Perhaps drowning is not a peaceful way to die, if you aspire to live at least. But once the oxygen is pressed out of your lungs and you lose consciousness (after swallowing water) I suppose you don't feel anything or a sense of disoriented euphoria. Jumping off a bridge however is not my first choice anymore – although if the bridge is very high it's a way to make sure you die. Your ribs will fracture from the impact with the hard surface of the stream beneath you or you'll die from various other injuries. It's not a method that will leave your corpse pretty. No, not at all. If you don't get fished out fast enough, crabs may start to eat your eyeballs and then your cheeks.

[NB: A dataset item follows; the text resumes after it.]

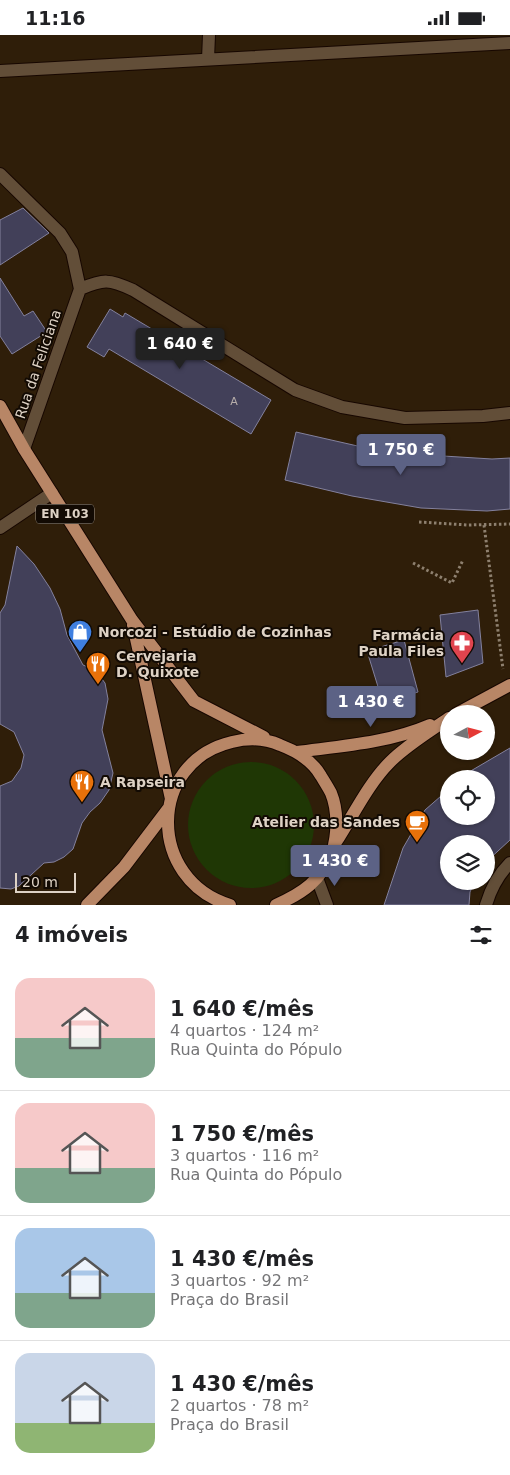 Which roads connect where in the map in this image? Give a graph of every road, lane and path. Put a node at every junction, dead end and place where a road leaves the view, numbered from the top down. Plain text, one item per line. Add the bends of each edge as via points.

Imagine the smell of foul rotten flesh soaked with water and sea-weed. A body lifeless and pale, two dark holes where the eyes are supposed to be. Eww, no! Even if I don't believe that I will be able to see myself when I am dead, the thought disgusts me. My stomach turns when I think of the smell of fish that has been in the bio-waste container for too long because my dad forgot to put it outside so the garbage disposal could collect it. It would be so much worse. I can't put my family through that.

When my poor health had required me to take a lot of meds, the thought of overdosing had crossed my mind more often than just once. Just to feel a little numb and lighter. I never did, because drug abuse felt morally wrong. Absolutely wrong. I don't even care anymore. What's it gonna be?

As a former chemist in training there are a lot of illegal substances that I would like to try, but I have to remind myself that I want to die and not get high. Morphine is meant to numb the pain perfectly, and it occurs naturally in Papaver somniferum, more straight forward; opium poppy. I think it's quite interesting, but so are psychoactive substances...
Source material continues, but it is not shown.